I don’t mean to keep coming back to the non-gaming parts of this game, but there’s just so much wrong with it that it’s hard not to. You know how most games have an opening cut-scene that explains what is going on in the game? Well this game has one too, but it does nothing to explain what’s going on. It does do a lot to confuse the hell out of the player though. What happens is Zool is riding through space in his spaceship when he is apparently attacked and has to crash-land on some planet. He deduces that “Krool” did this. That’s all that happens. Who is Krool? I have no idea; much like the true identity of the game’s main character this information was judged to be not relevant enough to be disclosed. Another weird thing is for some reason they decided to type out the sound effects instead of actually making them. There is only one sentence in this whole scene and it’s the one that blames Krool for the act – the rest is just written sound-effects. I guess that makes it pretty easy to translate, but still, that seems really lazy on the developers part. On the upside though, the theme song is probably one of the best from the 16-bit era. I’m not even exaggerating – this song is delightful and it almost makes up for the failures elsewhere in the game. Overall the music is pretty good, but this song in particular is spectacular.
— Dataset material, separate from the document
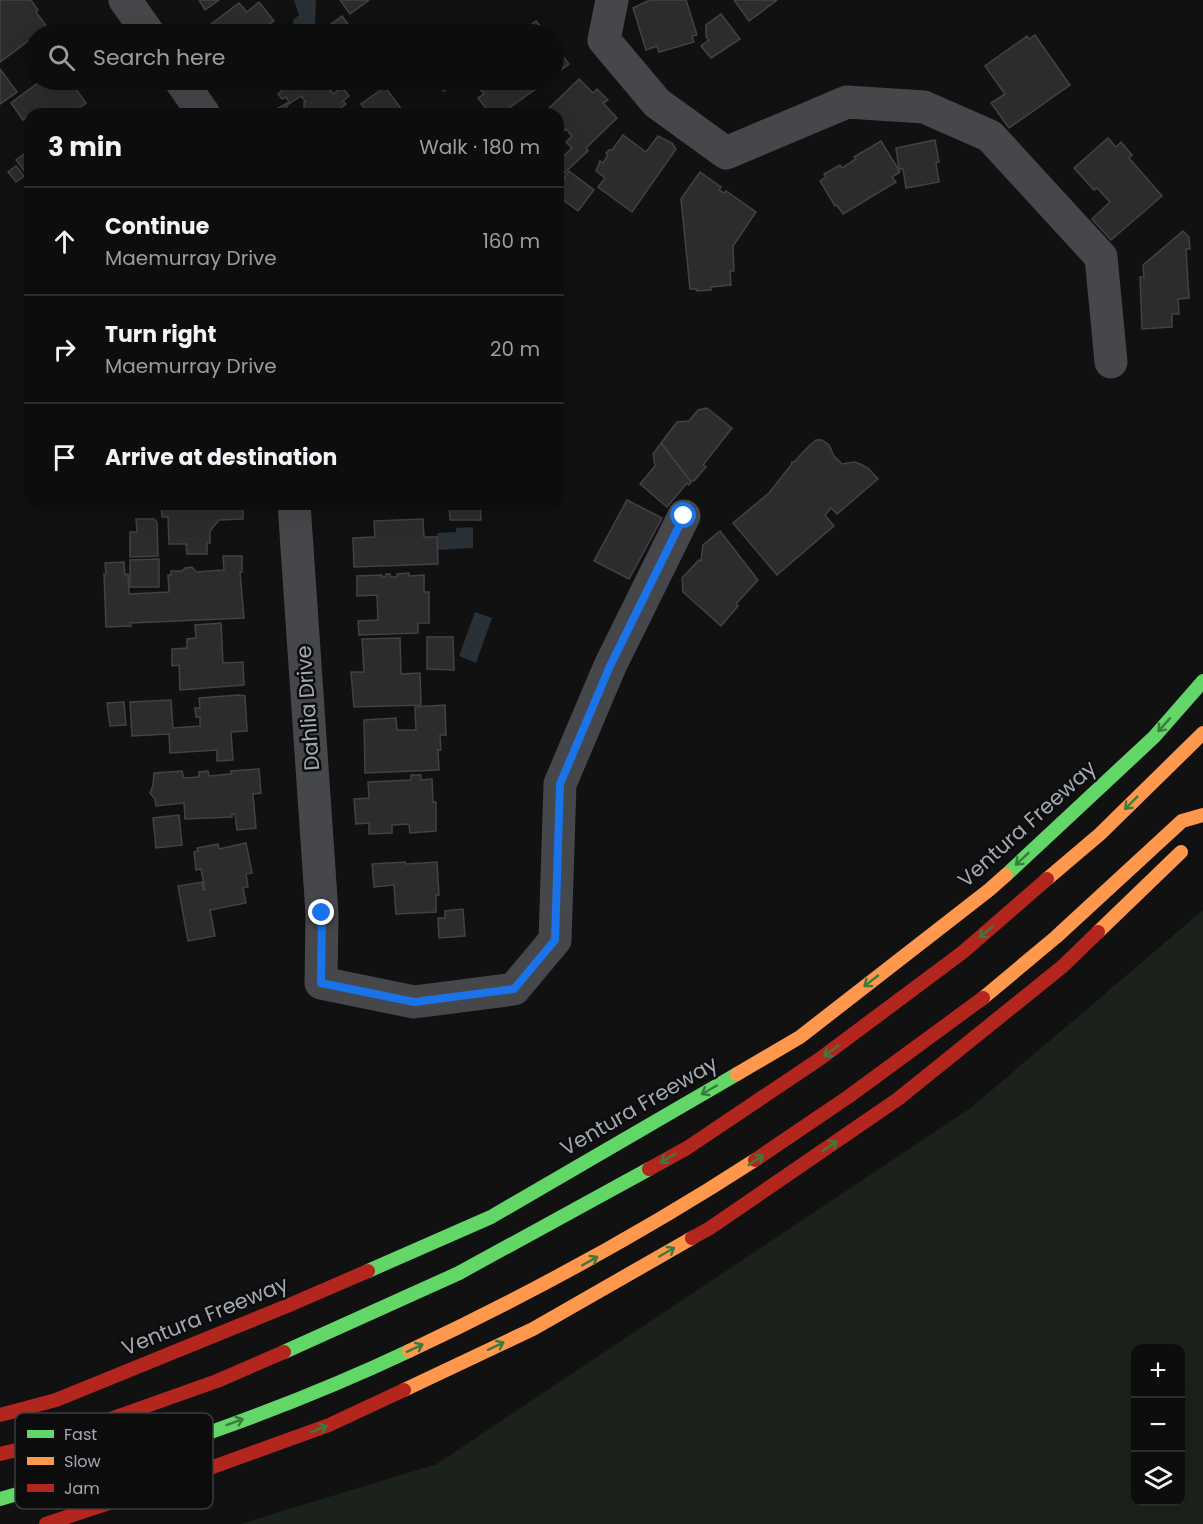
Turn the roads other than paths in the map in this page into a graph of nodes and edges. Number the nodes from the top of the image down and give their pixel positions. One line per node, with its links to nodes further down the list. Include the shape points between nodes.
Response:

Finally, for some weird reason, there are product placements galore in the first world. Apparently when you’re the guy trying to sell suckers, and you consider the 4 options I listed before, you’re more inclined to choose a hybrid of options a) and c) except your radical ads aren’t radical and instead of being in a magazine or on TV they’re just in a game. And “viral marketing” might not be the best term. Something like “malignant tumor marketing” might be more appropriate. Those signs are so frequent that it is possible, even with the shitty zoom of the game’s camera, to see several at once. Observe:
The best part is Chupa Chups are specialty candy – they aren’t available at most grocery or convenience stores. You would most likely have to go to a specialty candy store to buy some. This is the most ridiculous product placement I’ve ever seen in a game.
To sum it up really simply: the only reason you should ever play this game is because you don’t believe that all the weird things that I’m talking about actually happen and you need to see for yourself. There really are several hundred ads for an obscure candy most of us probably haven’t eaten, let alone heard of. There really is no indication who the main character is supposed to be. The controls are garbage, the levels are unintuitive, and the music…the music is actually pretty good.
Before you go, in honour of the shameless product placement in this game for the next few weeks I’m going to be talking about advergames! Cool Spot, a bunch of McDonalds games, Chester Cheetah and more will be included in the fun. If you have any advergames or games like Zool with terrible product placement that you want me to tear up, recommend them to me in this thread, or in the comments below. Thanks!
All things considered though, I still think Zool is my favorite Ninja Gremlin chupa-chups shill.